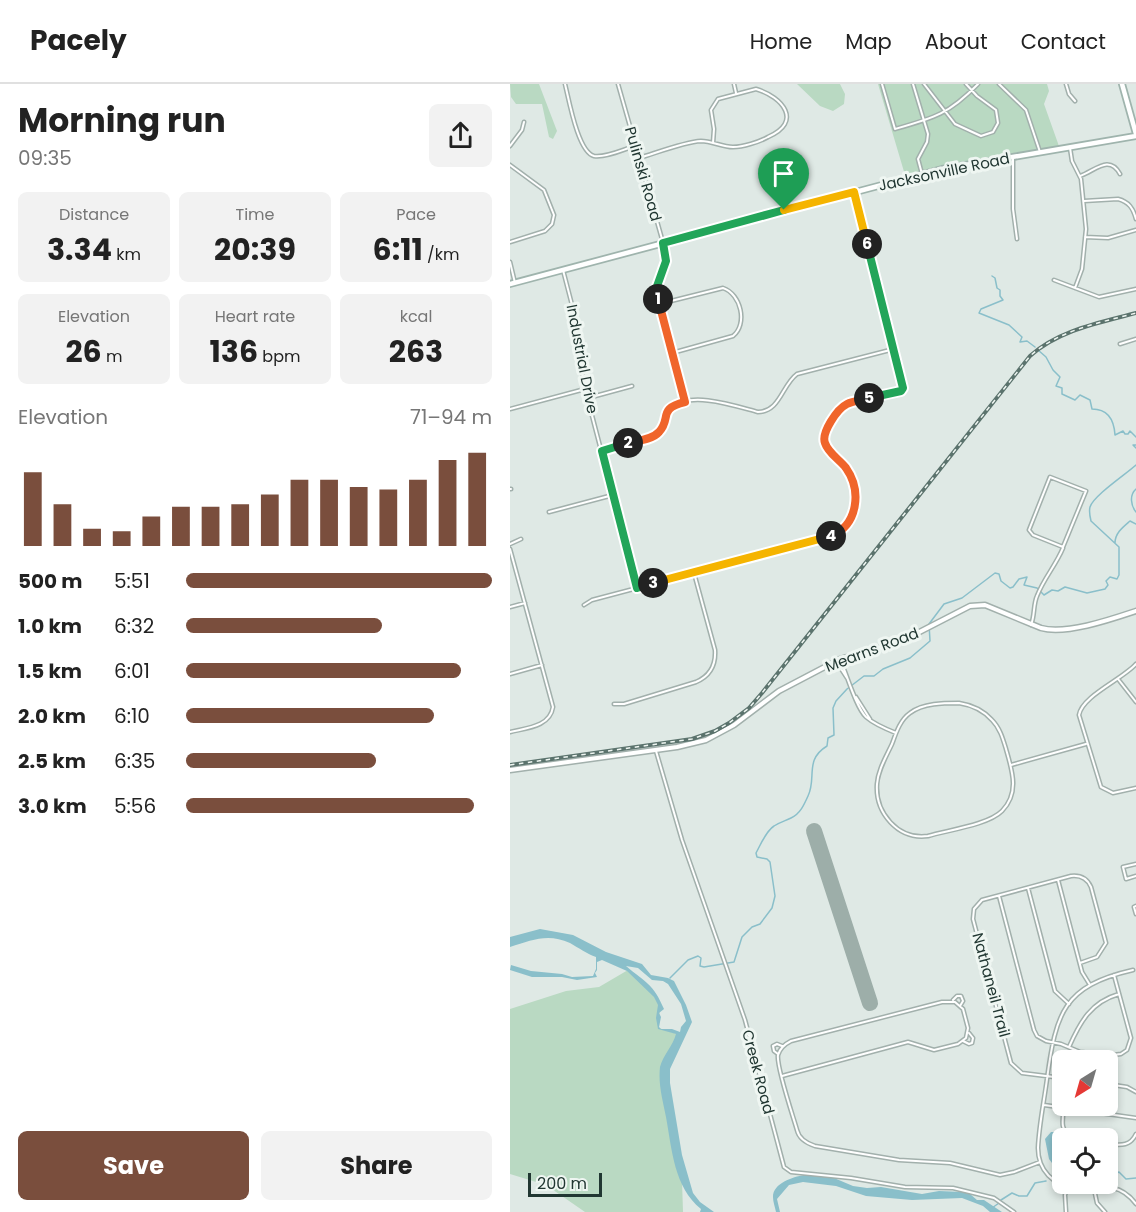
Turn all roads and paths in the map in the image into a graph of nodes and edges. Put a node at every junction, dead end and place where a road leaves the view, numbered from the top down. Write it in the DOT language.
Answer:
graph roads {
  1 [pos="565,84"];
  2 [pos="618,84"];
  3 [pos="734,84"];
  4 [pos="882,84"];
  5 [pos="913,84"];
  6 [pos="924,84"];
  7 [pos="966,84"];
  8 [pos="978,84"];
  9 [pos="999,84"];
  10 [pos="1066,84"];
  11 [pos="1122,84"];
  12 [pos="972,90"];
  13 [pos="736,93"];
  14 [pos="1075,101"];
  15 [pos="945,112"];
  16 [pos="924,121"];
  17 [pos="524,122"];
  18 [pos="1136,135"];
  19 [pos="712,143"];
  20 [pos="635,146"];
  21 [pos="510,147"];
  22 [pos="1070,147"];
  23 [pos="1040,152"];
  24 [pos="1013,157"];
  25 [pos="639,158"];
  26 [pos="510,165"];
  27 [pos="921,174"];
  28 [pos="1120,174"];
  29 [pos="1080,176"];
  30 [pos="854,192"];
  31 [pos="1083,201"];
  32 [pos="1136,219"];
  33 [pos="1136,230"];
  34 [pos="1085,237"];
  35 [pos="1017,239"];
  36 [pos="510,242"];
  37 [pos="663,243"];
  38 [pos="510,262"];
  39 [pos="563,270"];
  40 [pos="1054,280"];
  41 [pos="513,283"];
  42 [pos="1075,288"];
  43 [pos="1136,288"];
  44 [pos="659,304"];
  45 [pos="1136,339"];
  46 [pos="1120,344"];
  47 [pos="894,349"];
  48 [pos="672,352"];
  49 [pos="632,386"];
  50 [pos="585,389"];
  51 [pos="588,398"];
  52 [pos="685,402"];
  53 [pos="510,410"];
  54 [pos="602,451"];
  55 [pos="613,495"];
  56 [pos="549,512"];
  57 [pos="521,539"];
  58 [pos="510,544"];
  59 [pos="1063,547"];
  60 [pos="510,549"];
  61 [pos="694,573"];
  62 [pos="637,588"];
  63 [pos="525,603"];
  64 [pos="584,605"];
  65 [pos="510,607"];
  66 [pos="1136,611"];
  67 [pos="1031,624"];
  68 [pos="838,660"];
  69 [pos="1136,664"];
  70 [pos="542,665"];
  71 [pos="510,674"];
  72 [pos="1118,679"];
  73 [pos="1136,702"];
  74 [pos="614,704"];
  75 [pos="510,732"];
  76 [pos="896,733"];
  77 [pos="1087,744"];
  78 [pos="655,750"];
  79 [pos="1011,765"];
  80 [pos="510,770"];
  81 [pos="1136,788"];
  82 [pos="1136,864"];
  83 [pos="1136,876"];
  84 [pos="1058,880"];
  85 [pos="1028,888"];
  86 [pos="999,896"];
  87 [pos="971,904"];
  88 [pos="1136,906"];
  89 [pos="975,907"];
  90 [pos="1136,914"];
  91 [pos="1080,963"];
  92 [pos="1136,966"];
  93 [pos="1135,971"];
  94 [pos="1114,974"];
  95 [pos="1090,985"];
  96 [pos="1119,994"];
  97 [pos="952,1001"];
  98 [pos="1069,1004"];
  99 [pos="960,1006"];
  100 [pos="968,1033"];
  101 [pos="963,1041"];
  102 [pos="1052,1042"];
  103 [pos="783,1046"];
  104 [pos="1069,1047"];
  105 [pos="778,1054"];
  106 [pos="782,1076"];
  107 [pos="1047,1076"];
  108 [pos="1052,1077"];
  109 [pos="1118,1086"];
  110 [pos="1136,1092"];
  111 [pos="1043,1105"];
  112 [pos="1052,1106"];
  113 [pos="1118,1116"];
  114 [pos="1136,1118"];
  115 [pos="1136,1134"];
  116 [pos="1118,1145"];
  117 [pos="1040,1162"];
  118 [pos="1052,1178"];
  119 [pos="1118,1190"];
  120 [pos="1065,1194"];
  121 [pos="1095,1194"];
  122 [pos="1136,1204"];
  123 [pos="1014,1212"];
  124 [pos="1066,1212"];
  125 [pos="1105,1212"];
  1 -- 20 [label="street"];
  2 -- 20 [label="street, Pulinski Road"];
  3 -- 13 [label="street"];
  4 -- 16 [label="street"];
  5 -- 16 [label="street"];
  6 -- 15 [label="street"];
  7 -- 12 [label="street"];
  8 -- 12 [label="street"];
  9 -- 23 [label="street"];
  10 -- 14 [label="street"];
  11 -- 18 [label="main road"];
  12 -- 15 [label="street"];
  12 -- 15 [label="street"];
  13 -- 19 [label="street"];
  13 -- 19 [label="street"];
  15 -- 16 [label="street"];
  16 -- 27 [label="street"];
  17 -- 21 [label="street"];
  18 -- 22 [label="main road, Jacksonville Road"];
  19 -- 25 [label="street"];
  20 -- 25 [label="street, Pulinski Road"];
  22 -- 23 [label="main road, Jacksonville Road"];
  22 -- 29 [label="street"];
  23 -- 24 [label="main road, Jacksonville Road"];
  24 -- 27 [label="main road, Jacksonville Road"];
  24 -- 35 [label="street"];
  25 -- 37 [label="street, Pulinski Road"];
  26 -- 36 [label="street"];
  27 -- 30 [label="main road, Jacksonville Road"];
  28 -- 29 [label="street"];
  29 -- 31 [label="street"];
  30 -- 37 [label="main road, Jacksonville Road"];
  30 -- 47 [label="street"];
  31 -- 32 [label="street"];
  31 -- 34 [label="street"];
  33 -- 34 [label="street"];
  34 -- 42 [label="street"];
  37 -- 39 [label="main road, Jacksonville Road"];
  37 -- 44 [label="street, Pulinski Road"];
  38 -- 41 [label="street"];
  39 -- 41 [label="main road, Jacksonville Road"];
  39 -- 50 [label="street, Industrial Drive"];
  40 -- 42 [label="street"];
  42 -- 43 [label="street"];
  44 -- 48 [label="street, Pulinski Road"];
  44 -- 48 [label="street"];
  45 -- 46 [label="street"];
  47 -- 52 [label="street"];
  47 -- 61 [label="street"];
  48 -- 52 [label="street, Pulinski Road"];
  49 -- 51 [label="street"];
  50 -- 51 [label="street, Industrial Drive"];
  50 -- 53 [label="street"];
  51 -- 54 [label="street, Industrial Drive"];
  52 -- 54 [label="street"];
  54 -- 55 [label="street, Industrial Drive"];
  55 -- 56 [label="street"];
  55 -- 62 [label="street, Industrial Drive"];
  57 -- 58 [label="street"];
  59 -- 59 [label="street"];
  59 -- 67 [label="street"];
  60 -- 63 [label="street"];
  61 -- 62 [label="street"];
  61 -- 74 [label="street"];
  62 -- 64 [label="street"];
  63 -- 65 [label="street"];
  63 -- 70 [label="street"];
  66 -- 67 [label="street, Mearns Road"];
  67 -- 68 [label="street, Mearns Road"];
  68 -- 76 [label="street"];
  68 -- 78 [label="street, Mearns Road"];
  69 -- 72 [label="street"];
  70 -- 71 [label="street"];
  70 -- 75 [label="street"];
  72 -- 73 [label="street"];
  72 -- 77 [label="street"];
  76 -- 79 [label="street"];
  76 -- 79 [label="street"];
  77 -- 79 [label="street"];
  77 -- 81 [label="street"];
  78 -- 80 [label="street, Mearns Road"];
  78 -- 123 [label="street, Creek Road"];
  82 -- 83 [label="street"];
  84 -- 85 [label="street"];
  84 -- 91 [label="street"];
  84 -- 91 [label="street"];
  85 -- 86 [label="street"];
  85 -- 98 [label="street"];
  86 -- 89 [label="street"];
  86 -- 102 [label="street"];
  87 -- 89 [label="street"];
  88 -- 90 [label="street"];
  89 -- 107 [label="street, Nathaneil Trail"];
  91 -- 95 [label="street"];
  92 -- 93 [label="street"];
  93 -- 94 [label="street"];
  94 -- 95 [label="street"];
  94 -- 96 [label="street"];
  95 -- 98 [label="street"];
  96 -- 104 [label="street"];
  96 -- 104 [label="street"];
  97 -- 99 [label="street"];
  97 -- 99 [label="street"];
  97 -- 103 [label="street"];
  98 -- 102 [label="street"];
  99 -- 100 [label="street"];
  100 -- 101 [label="street"];
  100 -- 101 [label="street"];
  101 -- 106 [label="street"];
  102 -- 104 [label="street"];
  102 -- 107 [label="street"];
  103 -- 105 [label="street"];
  103 -- 105 [label="street"];
  105 -- 106 [label="street"];
  106 -- 117 [label="street"];
  107 -- 108 [label="street, Nathaneil Trail"];
  107 -- 111 [label="street"];
  109 -- 110 [label="street"];
  111 -- 112 [label="street"];
  111 -- 117 [label="street"];
  113 -- 114 [label="street"];
  115 -- 116 [label="street"];
  117 -- 118 [label="street"];
  119 -- 122 [label="street"];
  120 -- 124 [label="street"];
  121 -- 125 [label="street"];
}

- - -

_What is expected_
Each line of the records that contains the string "Jacksonville" must be copied.

_Exercise output_
  18 -- 22 [label="main road, Jacksonville Road"];
  22 -- 23 [label="main road, Jacksonville Road"];
  23 -- 24 [label="main road, Jacksonville Road"];
  24 -- 27 [label="main road, Jacksonville Road"];
  27 -- 30 [label="main road, Jacksonville Road"];
  30 -- 37 [label="main road, Jacksonville Road"];
  37 -- 39 [label="main road, Jacksonville Road"];
  39 -- 41 [label="main road, Jacksonville Road"];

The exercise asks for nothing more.